Модель эта, как я уже говорил, держится на допущении, что все более высокие и сложные формы бытия непременно должны быть сведены — без остатка — к некоему простейщему началу.
Тут надо сказать, что в этой своей попытке Зощенко был не одинок. Тот же путь избрали для себя многие его современники.
Наши нравственные и житейские рефлексы очень часто нами вызываются искусственно, потому что мы думаем, что они нужны, что иначе мы — безнравственны, бесчувственны и т.д., и т.д. Отсюда множество лишних, не первичного типа, раздражений, которые загромождают нашу нервную систему. Большевики — молодцы, что обрубают «психологию».
Рассказывают, что академик И. П. Павлов запретил своим сотрудникам пользоваться словом «психология» как понятием сугубо антинаучным. Никакой психологии нет, говорил он. Есть только рефлексы. Но однажды в сердцах он воскликнул:
— Что вы все твердите, как попки: «рефлексы, рефлексы»! Пора уже придумать какое-нибудь другое слово. Например — «психология»!
То, что для Павлова было только началом эксперимента, исходным условием решаемой им научной, задачи, у Мариэтты Шагинян превратилось в цельное и законченное мировоззрение. Она и вправду решила, что никакой психологии нет, а есть только рефлексы. Да и среди рефлексов тоже есть лишние («нравственные»), которые следует обрубить.
И обрубила. И дожила до девяноста двух лет в полном ладу с собой и избранным ею способом существования.
У Зощенко попытка обрубить все «лишнее» потерпела крах. И книга «Перед восходом солнца», как я уже сказал, — не что иное, как рассказ о причинах этого краха.

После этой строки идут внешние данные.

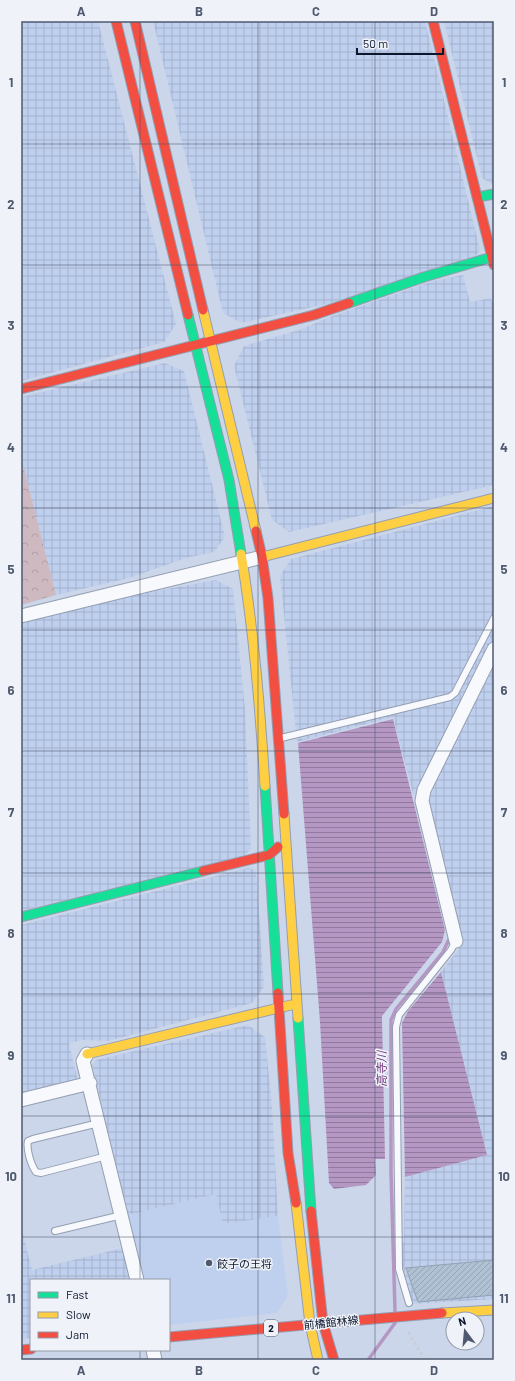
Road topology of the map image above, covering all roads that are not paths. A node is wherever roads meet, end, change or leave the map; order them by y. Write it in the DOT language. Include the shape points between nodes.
graph roads {
  1 [pos="116,21"];
  2 [pos="135,21"];
  3 [pos="433,21"];
  4 [pos="494,194"];
  5 [pos="478,197"];
  6 [pos="493,261"];
  7 [pos="211,340"];
  8 [pos="196,344"];
  9 [pos="21,389"];
  10 [pos="494,498"];
  11 [pos="262,557"];
  12 [pos="244,562"];
  13 [pos="21,616"];
  14 [pos="494,618"];
  15 [pos="494,649"];
  16 [pos="279,739"];
  17 [pos="285,831"];
  18 [pos="269,855"];
  19 [pos="289,880"];
  20 [pos="21,917"];
  21 [pos="456,942"];
  22 [pos="296,1004"];
  23 [pos="279,1008"];
  24 [pos="87,1054"];
  25 [pos="90,1083"];
  26 [pos="21,1100"];
  27 [pos="99,1123"];
  28 [pos="107,1156"];
  29 [pos="122,1215"];
  30 [pos="55,1231"];
  31 [pos="137,1279"];
  32 [pos="409,1303"];
  33 [pos="494,1310"];
  34 [pos="323,1323"];
  35 [pos="310,1324"];
  36 [pos="170,1337"];
  37 [pos="318,1360"];
  38 [pos="334,1360"];
  1 -- 8 [label="street"];
  2 -- 7 [label="street"];
  3 -- 5 [label="street"];
  4 -- 5 [label="street"];
  5 -- 6 [label="street"];
  6 -- 7 [label="street" via="424,277 314,315"];
  7 -- 8 [label="street"];
  7 -- 11 [label="street"];
  8 -- 9 [label="street"];
  8 -- 12 [label="street" via="229,480"];
  10 -- 11 [label="street"];
  11 -- 12 [label="street"];
  11 -- 16 [label="street" via="268,598"];
  12 -- 13 [label="street"];
  12 -- 18 [label="street" via="260,714"];
  14 -- 16 [label="lane" via="455,693 450,697"];
  15 -- 21 [label="street" via="424,790 422,801"];
  16 -- 17 [label="street"];
  17 -- 18 [label="street" via="278,847"];
  17 -- 19 [label="street"];
  18 -- 19 [label="street" via="286,871"];
  18 -- 20 [label="street"];
  18 -- 23 [label="street"];
  19 -- 22 [label="street"];
  21 -- 32 [label="lane" via="398,1015 396,1027 399,1269"];
  22 -- 23 [label="street"];
  22 -- 34 [label="street" via="309,1188"];
  23 -- 24 [label="street"];
  23 -- 35 [label="street" via="288,1153"];
  24 -- 25 [label="street" via="83,1061"];
  25 -- 26 [label="street"];
  25 -- 27 [label="street"];
  27 -- 28 [label="street"];
  27 -- 28 [label="lane" via="33,1139 28,1141 27,1146 33,1168 41,1173"];
  28 -- 29 [label="street"];
  29 -- 30 [label="lane"];
  29 -- 31 [label="street"];
  33 -- 34 [label="street, 前橋館林線 / 2"];
  34 -- 35 [label="street, 前橋館林線 / 2"];
  34 -- 38 [label="street"];
  35 -- 36 [label="street, 前橋館林線 / 2"];
  35 -- 37 [label="street"];
}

Я прохожу по вагонам. В руках у меня щипчики для пробивания железнодорожных билетов.
Мои щипчики высекают полумесяц.
Шикарная ветка Кисловодск — Минеральные Воды обслуживается летом студентами. И вот почему я здесь, на Кавказе. Я приехал сюда на заработок.
Кисловодск. Я выхожу на платформу...
Вежливо кланяясь и улыбаясь, подходит ко мне кассир.
— Коллега, — говорит он мне (хотя он не студент), — на пару слов... В другой раз вы не пробивайте щипчиками билеты, а возвращайте мне...
Эти слова он произносит спокойно, улыбаясь, как будто речь идет о погоде. Я растерянно бормочу:
— Зачем?.. Для того, чтоб вы их... еще раз продали?
— Ну да... У меня уже есть договоренность почти со всеми вашими... Доход пополам...
— Мерзавец!.. Вы врете! — бормочу я. — Со всеми?
К Кассир пожимает плечами.
— Ну, не со всеми, — говорит он, — но... со многими. А что вас так удивляет? Все так делают... Да разве мог бы я жить на тридцать шесть рублей... Я даже не считаю это преступлением. Нас толкают на это...
Резко повернувшись, я ухожу. Кассир догоняет меня.
— Коллега, — говорит он, — если не хотите — не надо, я не настаиваю... только не вздумайте кому-нибудь об этом рассказать. Во-первых — никто не поверит. Во-вторых — доказать нельзя. В-третьих — прослывете лжецом, склочником...
Я медленно бреду к дому... Идет дождь...
Я удивлен больше, чем когда-либо в жизни.